Geschichtsbewältigung : „Tief in die Nazi-Verbrechen verstrickt“

Das Auswärtige Amt war tiefer in nationalsozialistische Verbrechen verstrickt als bisher bekannt. Zu diesem vorläufigen Ergebnis kommt eine Historikerkommission unter Leitung des Marburger Geschichtsprofessors Eckart Conze. Der Abschlussbericht soll Ende des Jahres vorliegen und wird mit Spannung erwartet.

Moritz Gathmann

Berlin -  Die aus fünf Historikern bestehende Kommission hatte der damalige Außenminister Joschka Fischer im Sommer 2005 berufen, nachdem es zu einer öffentlichen Diskussion über die Rolle des Auswärtigen Amtes vor 1945 gekommen war. Anlass war der Nachruf auf einen in der NS-Zeit schwer belasteten Diplomaten in der Mitarbeiterzeitschrift des Auswärtigen Amtes gewesen.

Ihre endgültigen Ergebnisse will die Kommission Ende des Jahres vorstellen. Jedoch, sagte Conze dem Tagesspiegel, zeichne sich anhand der umfassenden Dokumentensammlung, die man zusammengetragen habe, ein deutliches Bild ab: „Das Auswärtige Amt war als Institution sowie in Gestalt vieler einzelner Diplomaten war nicht nur Teil, sondern eine zentrale Behörde des Regimes – und damit tief in die Verbrechen der Nationalsozialisten verstrickt.“ Sicherlich hätten einzelne Diplomaten Widerstand geleistet, aber die vom Auswärtigen Amt lange kolportierte Legende, die Behörde in der Wilhelmstraße sei ein „Hort des Widerstandes“ gewesen, sei unhaltbar.
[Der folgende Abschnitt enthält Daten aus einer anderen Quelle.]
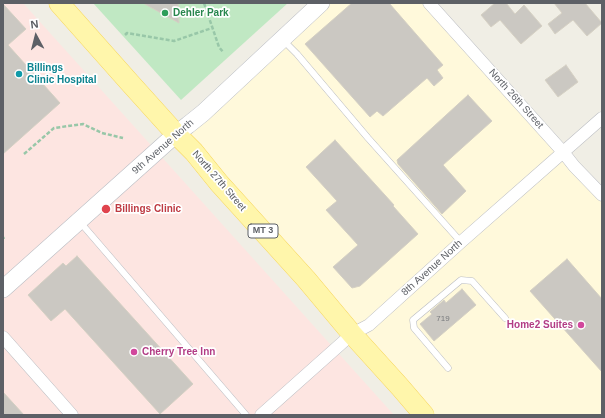 <!DOCTYPE html>
<style>
body{margin:0}
#map{position:relative;width:605px;height:418px;overflow:hidden;background:#f0eee5;font-family:Helvetica,sans-serif}
canvas{display:block}
.frame{position:absolute;inset:0;border:4px solid #5d6066;pointer-events:none}
.north{position:absolute;left:16px;top:16px;width:40px;height:40px;-webkit-text-stroke:3px #fff;paint-order:stroke;rotate:353deg;font-size:11px;font-weight:700;line-height:16px;text-align:center;color:#5d6066}
.north::after{content:'';display:block;margin:auto;width:14px;height:18px;background:#5d6066;clip-path:polygon(50% 0,100% 100%,50% 72%,0 100%)}
</style>
<div id="map">
<canvas width="605" height="418"></canvas>
<div class="frame"></div>
<div class="north">N</div>
</div>
<script>
const ctx = document.querySelector('canvas').getContext('2d');
ctx.lineJoin = 'round';
function fillPath(path, color) {
  ctx.fillStyle = color;
  ctx.fill(path, 'evenodd');
}
function poly(rows) {
  const path = new Path2D();
  for (const r of rows) {
    path.moveTo(r[0], r[1]);
    for (let i = 2; i < r.length; i += 2) path.lineTo(r[i], r[i + 1]);
  }
  return path;
}
function stroke(path, color, width, dash) {
  ctx.strokeStyle = color;
  ctx.lineWidth = width;
  ctx.lineCap = dash ? 'butt' : 'round';
  ctx.setLineDash(dash || []);
  ctx.stroke(path);
}
function drawText(font, color, halo, rows, align = 'center') {
  ctx.font = font + ' Helvetica,sans-serif';
  ctx.lineWidth = 3.5;
  ctx.setLineDash([]);
  ctx.textBaseline = 'middle';
  ctx.strokeStyle = halo;
  ctx.fillStyle = color;
  for (const [text, x, y, turn = 0] of rows) {
    ctx.save();
    ctx.translate(x, y);
    ctx.rotate((+turn || 0) * Math.PI / 180);
    ctx.textAlign = isNaN(turn) ? turn : align;
    if (halo) ctx.strokeText(text, 0, 0);
    ctx.fillText(text, 0, 0);
    ctx.restore();
  }
}
const commercial = poly([
 [319,3,429,3,602,197,602,415,427,415,176,134]
]);
const medical = poly([
 [3,3,23,3,394,415,3,415]
]);
const green = poly([
 [93,3,288,3,181,100]
]);
const building = poly([
 [143,3,178,3,179,23,143,3],
 [352,3,389,3,443,65,437,70,443,78,434,86,427,78,383,116,377,111,370,117,305,44,352,3],
 [495,3,506,3,515,14,524,5,542,26,521,44,500,20,491,27,481,15,495,3],
 [554,3,585,3,602,23,587,36,573,20,555,34,548,24,562,13,554,3],
 [3,4,26,29,8,45,60,103,3,154,3,4],
 [566,65,578,82,558,97,545,80,566,65],
 [468,95,492,121,443,165,466,191,442,214,398,164,397,160,468,95],
 [335,140,394,205,393,206,418,234,360,286,352,288,333,267,358,245,326,210,337,201,306,167,335,140],
 [77,256,193,384,160,414,65,309,51,321,28,295,63,263,66,266,77,256],
 [567,259,602,299,602,372,530,291,567,259],
 [462,289,476,305,434,341,420,324,432,314,430,312,444,300,446,303,462,289],
 [3,392,24,415,3,415,3,392]
]);
const path = poly([
 [204,3,219,47,223,52],
 [125,35,127,33,174,41,212,28],
 [24,154,54,128,83,124,102,133,123,138],
 [3,237,4,239]
]);
const lane = poly([
 [284,41,297,54,368,138,461,242],
 [80,222,246,415],
 [448,368,414,328,413,320,461,280,472,281,505,318]
]);
const street = poly([
 [429,3,563,152,574,166,602,195],
 [3,337,72,415],
 [261,415,352,334,369,325,461,242,602,118]
]);
const secondary = poly([
 [3,289,176,134,188,125,203,113,321,3]
]);
const primary = poly([
 [59,3,130,83,176,134,194,152,219,183,306,279,352,334,400,387,424,415]
]);
const markers = [
 [165,13,4,"#2e9e5b"],
 [19,74,4,"#0f9aa8"],
 [106,209,5,"#e0444e"],
 [581,325,4,"#d1479c"],
 [134,352,4,"#d1479c"]
];
const numberNames = [
 ["719",443,319]
];
const shields = [
 [263,231,30]
];
const shieldNames = [
 ["MT 3",263,231]
];
const leisureNames = [
 ["Dehler Park",173,13]
];
const cultureNames = [
 ["Billings",27,68],
 ["Clinic Hospital",27,80]
];
const streetNames = [
 ["North 26th Street",516,99,48],
 ["9th Avenue North",163,147,-41],
 ["North 27th Street",219,181,49],
 ["8th Avenue North",432,268,-42]
];
const healthNames = [
 ["Billings Clinic",115,209]
];
const hotelNames = [
 ["Home2 Suites",573,325],
 ["Cherry Tree Inn",142,352,"left"]
];
fillPath(commercial, '#fff9db');
fillPath(medical, '#fde5e1');
fillPath(green, '#c0e8c3');
fillPath(building, '#cbc8c2');
stroke(building, '#d5d0c3', 1);
stroke(lane, '#babcc1', 7);
stroke(street, '#babcc1', 13);
stroke(secondary, '#babdc3', 18);
stroke(primary, '#f8d555', 21);
stroke(path, '#98c7a8', 2.5, [4, 2]);
stroke(lane, '#fff', 6);
stroke(street, '#fff', 12);
stroke(secondary, '#fff', 17);
stroke(primary, '#fff6ab', 20);
for (const [x, y, r, color] of markers) {
  const dot = new Path2D();
  dot.arc(x, y, r, 0, 2 * Math.PI);
  ctx.fillStyle = color;
  ctx.fill(dot);
  stroke(dot, '#fff', 1.5);
}
drawText('8px', '#787a7d', null, numberNames);
for (const [x, y, w] of shields) {
  const box = new Path2D();
  box.roundRect(x - w / 2, y - 7, w, 14, 3);
  ctx.fillStyle = '#fff';
  ctx.fill(box);
  stroke(box, '#5d6066', 1);
}
drawText('bold 9px', '#5d6066', null, shieldNames);
drawText('bold 10px', '#27864d', '#fff', leisureNames, 'left');
drawText('bold 10px', '#0d838f', '#fff', cultureNames, 'left');
drawText('10px', '#5d6066', '#fff', streetNames);
drawText('bold 10px', '#be3a42', '#fff', healthNames, 'left');
drawText('bold 10px', '#b23c85', '#fff', hotelNames, 'right');
</script>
Die zweite wichtige Frage, mit der sich die Kommission befassen sollte: Wie stark war die Kontinuität im Amt nach Gründung der Bundesrepublik? Evident sei, so Conze, dass „nach der Wiedergründung des Amtes 1951 eine ganze Reihe von belasteten Diplomaten in den Höheren Dienst gelangt sind.“ Von diesen „alten Wilhelmstraßen-Leuten“ seien etliche schwer, manche sogar sehr schwer belastet gewesen. Zur „Spitze des Eisbergs“ gehören Leute wie der spätere Konsul in Spanien, Franz Nüßlein, dessen Nachruf in der Hauszeitschrift „internAA“ 2003 die Diskussion um die verschwiegene Vergangenheit des Auswärtigen Amtes lostrat. Nüßlein war in der Nazi-Zeit zum Vertreter des Reichsprotektors für Böhmen und Mähren und Oberstaatsanwalt am Landgericht Prag aufgestiegen und soll an mehr als 900 Hinrichtungen beteiligt gewesen sein. Trotz einer Verurteilung zu 20 Jahren Haft in der Tschechoslowakei wurde er 1955 nach Deutschland abgeschoben und dort ins Auswärtige Amt übernommen. Ähnlich gelegen ist der Fall des später mit dem Großen Verdienstkreuz ausgezeichneten Irak-Botschafters Werner von Bargen, der als Gesandter und Vertreter des Amtes beim Militärbefehlshaber 1940 bis 1943 in Brüssel dem Abtransport Tausender Juden nach Auschwitz zustimmte.

Conze betont die gute Zusammenarbeit mit dem Auswärtigen Amt. Zwar habe die Kommission erst Anfang 2007 die Arbeit aufnehmen können. Aber Außenminister Frank Walter Steinmeier habe großes Interesse an der Aufklärung der Vergangenheit seiner Behörde gezeigt. Befürchtungen, die „alten Seilschaften“ könnten die Arbeit der Wissenschaftler behindern, hätten sich nicht bestätigt. „Alle unsere Mitarbeiter konnten das sehen, was sie wollten“, so Conze.

Nach der ersten Phase, in der die fünf Historiker mehr als 20 Archive in Deutschland, aber auch Paris, London und Israel nach relevanten Dokumenten durchforsteten, bemühe man sich momentan um eine „Darstellung der Gesamtzusammenhänge.“ Bei einem Treffen Mitte Juli in Berlin werden alle beteiligten Wissenschaftler ihre Ergebnisse abgleichen, Ende des Jahres soll der Abschlussbericht fertig sein. Neben der Quellenarbeit erhofft Conze sich zusätzliche Erkenntnisse über Atmosphäre und Seilschaften in den Gründungsjahren des Auswärtigen Amtes von einer systematischen Befragung früherer Außenamtsmitarbeiter im Juni. Die Interview-Partner, so Conze, sind allerdings allesamt Neueinsteiger aus den 50er Jahren.